(Required action) Your answer must be every line of the data that holds the string "image".

(Data to use)

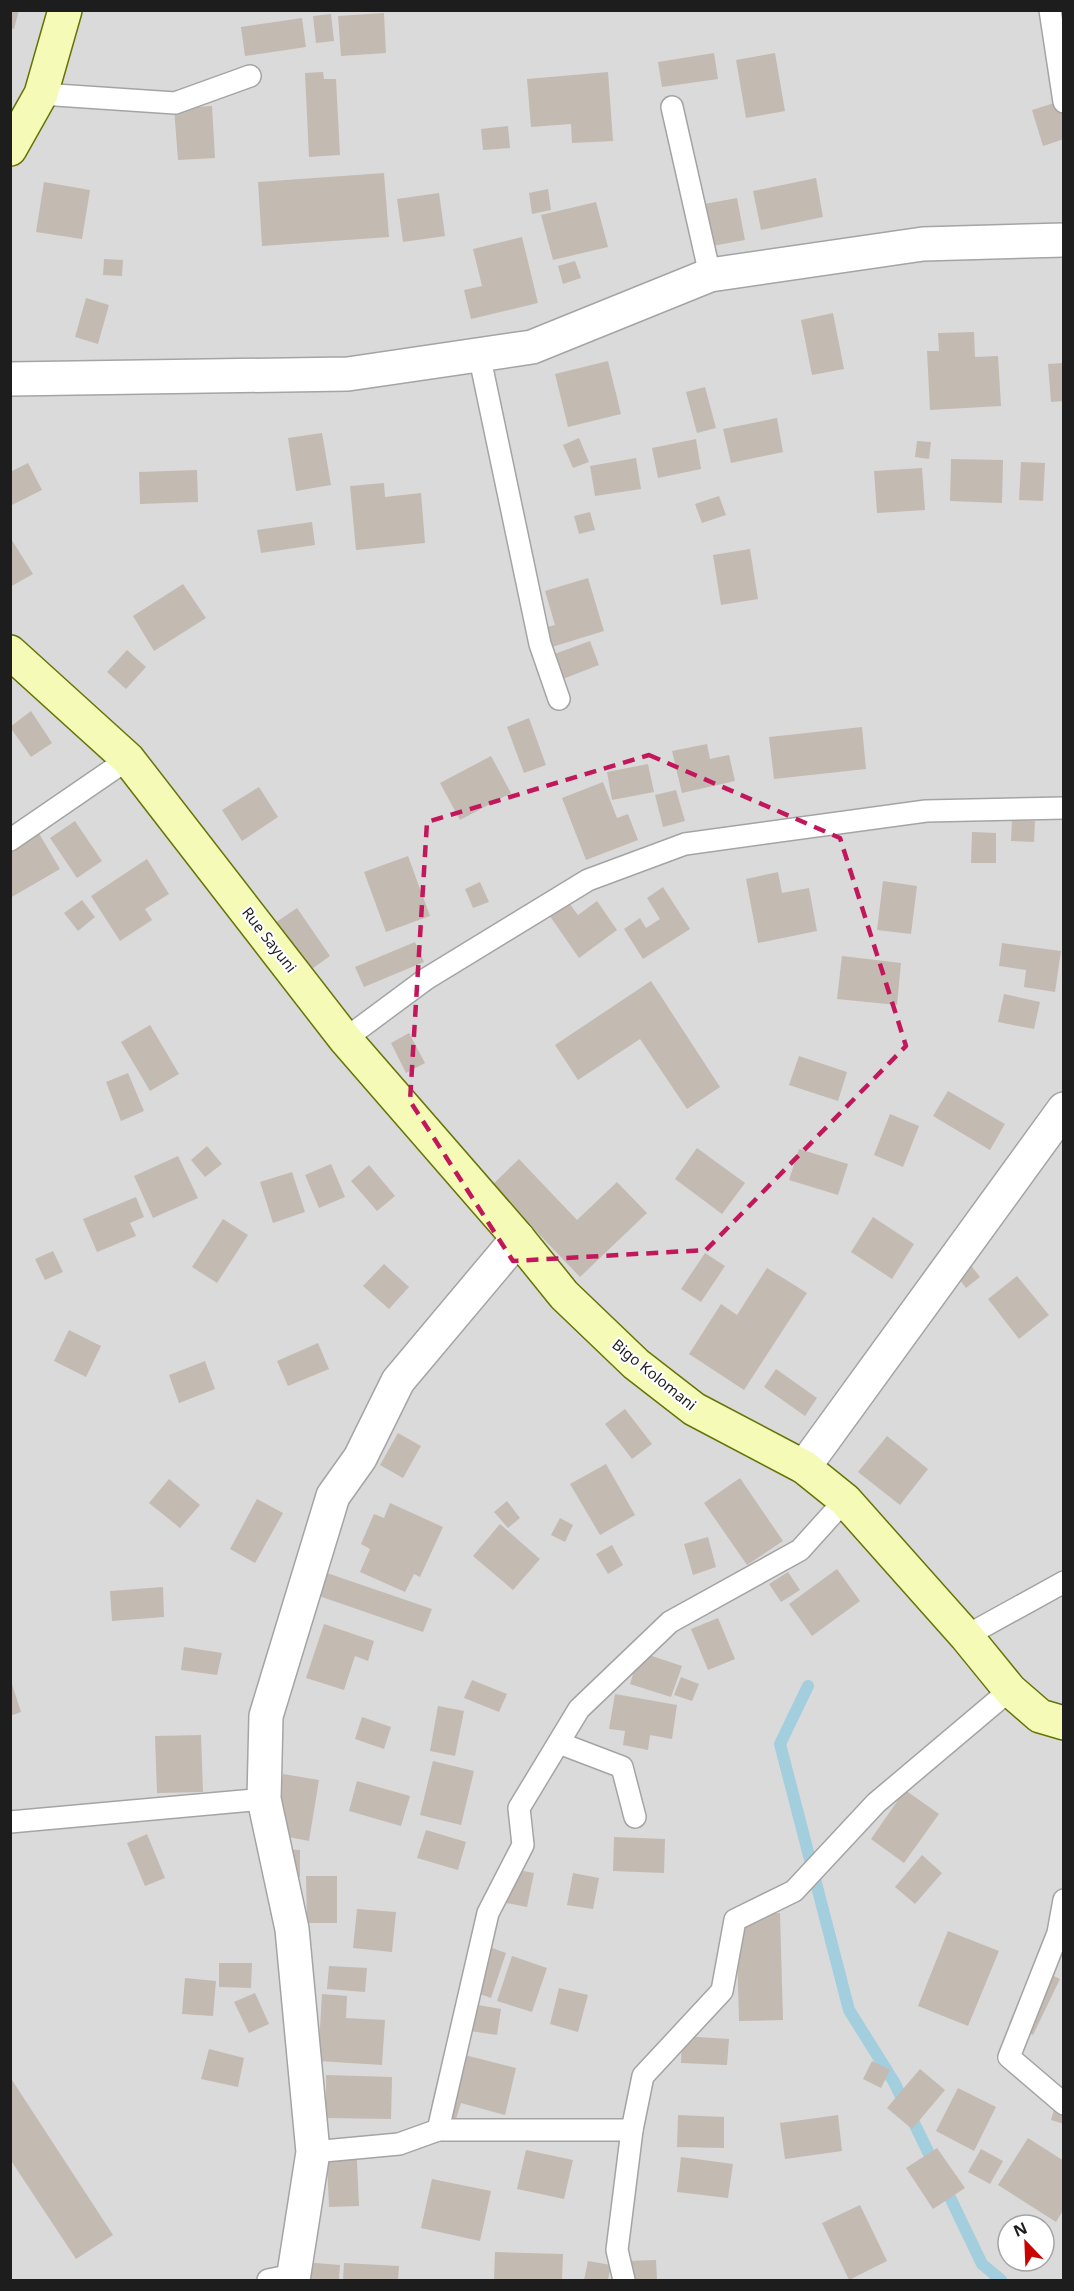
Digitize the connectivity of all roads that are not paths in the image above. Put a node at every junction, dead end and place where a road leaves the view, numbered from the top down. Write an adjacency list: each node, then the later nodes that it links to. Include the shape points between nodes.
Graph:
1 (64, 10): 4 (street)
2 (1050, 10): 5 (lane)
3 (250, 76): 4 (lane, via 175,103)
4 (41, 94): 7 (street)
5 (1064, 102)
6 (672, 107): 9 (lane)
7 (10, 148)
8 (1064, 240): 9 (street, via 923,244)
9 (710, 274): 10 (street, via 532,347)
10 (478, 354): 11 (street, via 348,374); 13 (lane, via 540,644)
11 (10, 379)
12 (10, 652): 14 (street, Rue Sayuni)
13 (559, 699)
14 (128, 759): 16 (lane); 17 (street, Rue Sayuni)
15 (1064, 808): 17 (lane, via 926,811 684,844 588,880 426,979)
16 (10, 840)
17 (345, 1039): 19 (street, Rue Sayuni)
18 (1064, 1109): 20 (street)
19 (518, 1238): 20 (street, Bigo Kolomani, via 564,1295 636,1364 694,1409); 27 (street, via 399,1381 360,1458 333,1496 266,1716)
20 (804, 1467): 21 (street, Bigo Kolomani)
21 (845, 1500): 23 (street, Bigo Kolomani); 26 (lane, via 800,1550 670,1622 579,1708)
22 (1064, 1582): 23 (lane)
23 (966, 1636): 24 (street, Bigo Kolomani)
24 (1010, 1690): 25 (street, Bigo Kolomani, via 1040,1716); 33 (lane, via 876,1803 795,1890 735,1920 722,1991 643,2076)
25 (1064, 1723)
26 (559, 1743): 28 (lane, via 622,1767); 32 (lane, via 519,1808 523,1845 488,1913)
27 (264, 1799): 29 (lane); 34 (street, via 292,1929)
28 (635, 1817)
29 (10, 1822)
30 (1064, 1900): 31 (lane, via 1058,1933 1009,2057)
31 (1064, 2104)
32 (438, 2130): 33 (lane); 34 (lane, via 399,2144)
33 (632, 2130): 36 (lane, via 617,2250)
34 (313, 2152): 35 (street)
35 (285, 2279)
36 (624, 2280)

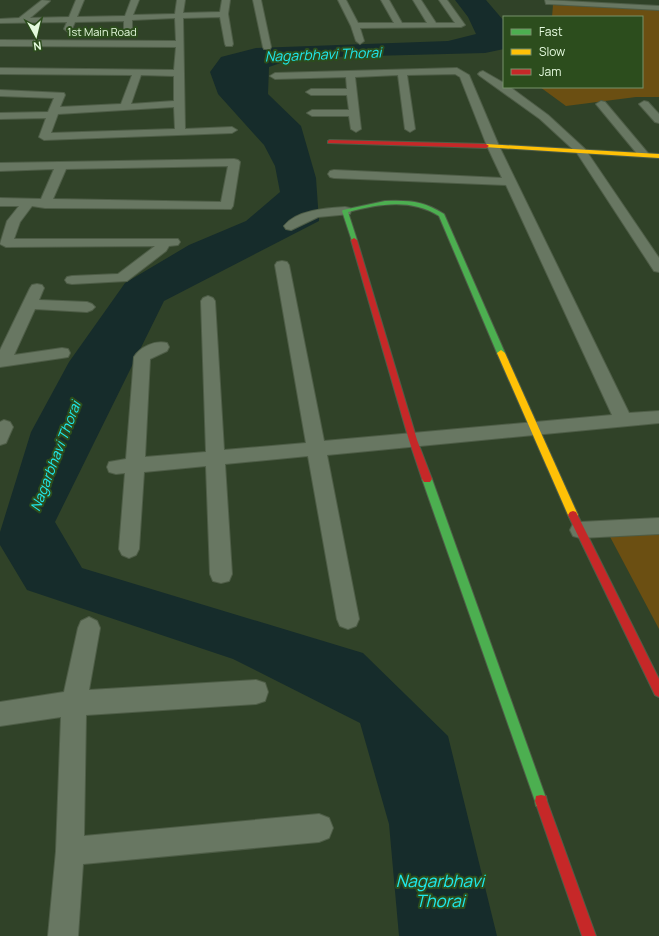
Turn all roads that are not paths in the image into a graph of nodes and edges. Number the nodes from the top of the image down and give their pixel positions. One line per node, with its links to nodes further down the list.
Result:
--
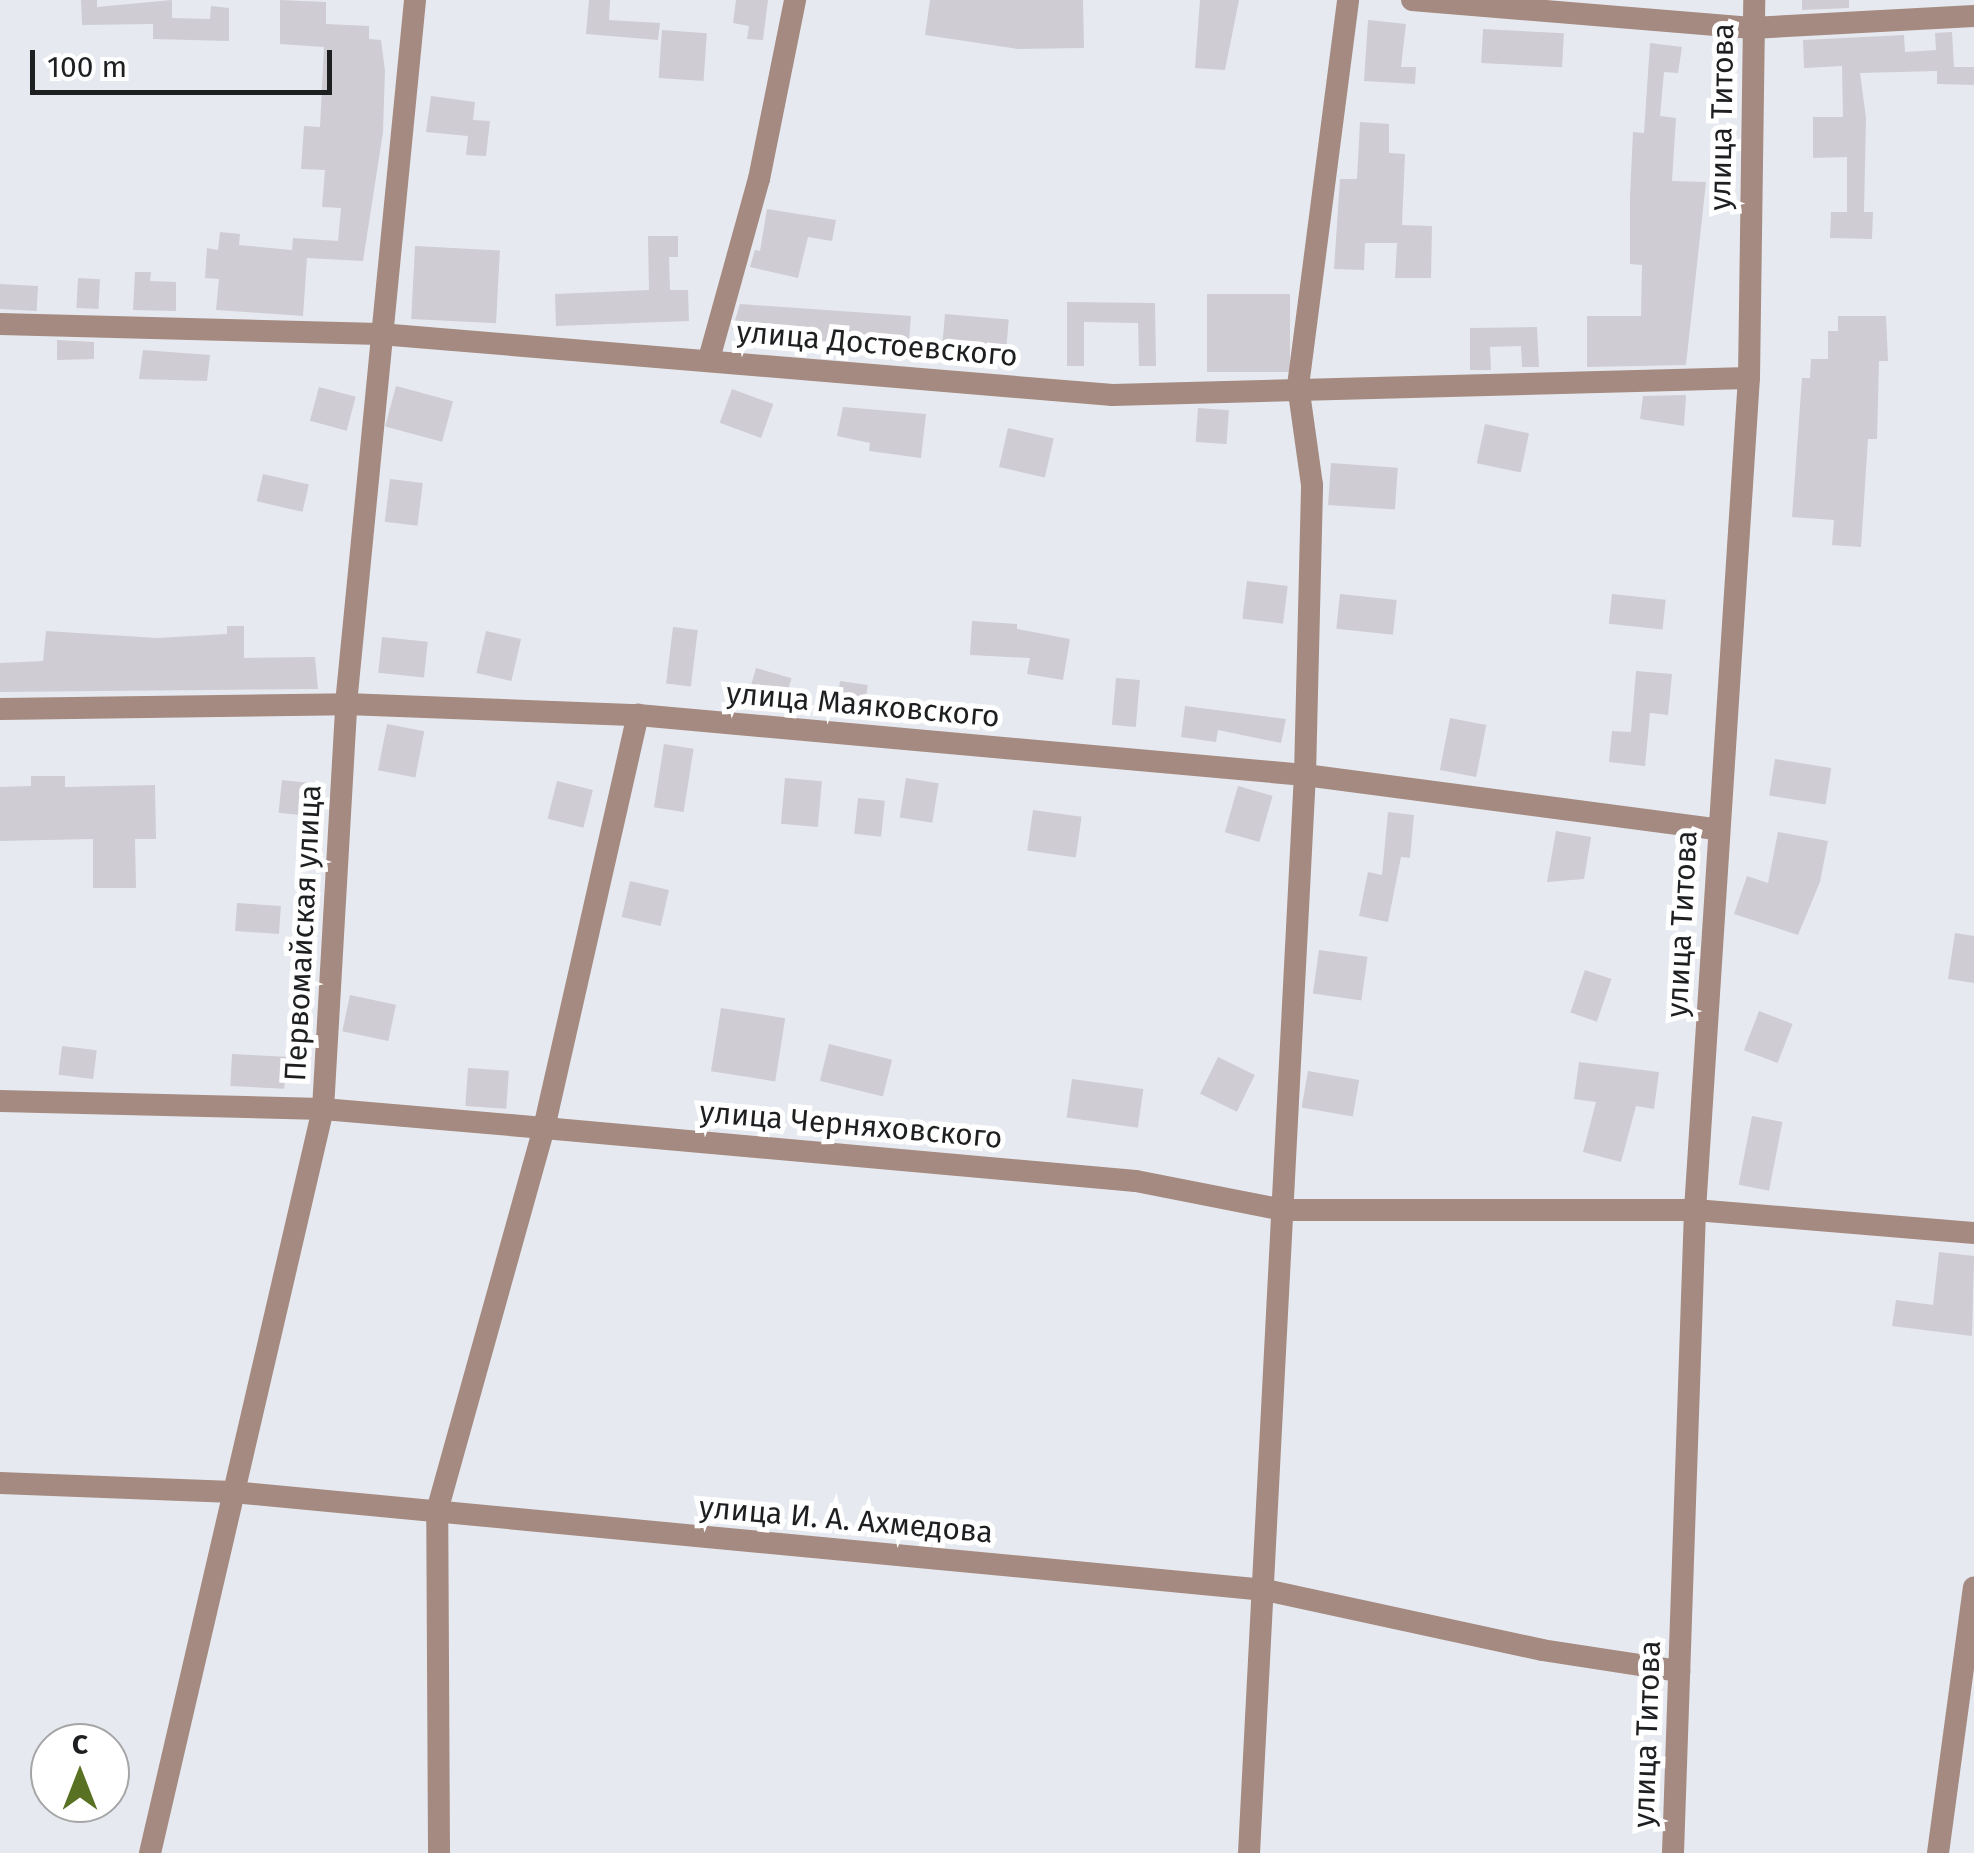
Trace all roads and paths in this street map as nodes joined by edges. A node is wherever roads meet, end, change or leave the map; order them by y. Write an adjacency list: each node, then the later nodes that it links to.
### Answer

(Answer for the task)
Digitize the connectivity of all roads that are not paths in the image above. Put a node at every junction, dead end and place where a road leaves the view, numbered from the top down. Write an adjacency list: each node, then the later nodes that it links to. Include the shape points between nodes.
Turn all roads that are not paths in the image into a graph of nodes and edges. Number the nodes from the top of the image down and give their pixel positions. One line per node, with its links to nodes further down the list.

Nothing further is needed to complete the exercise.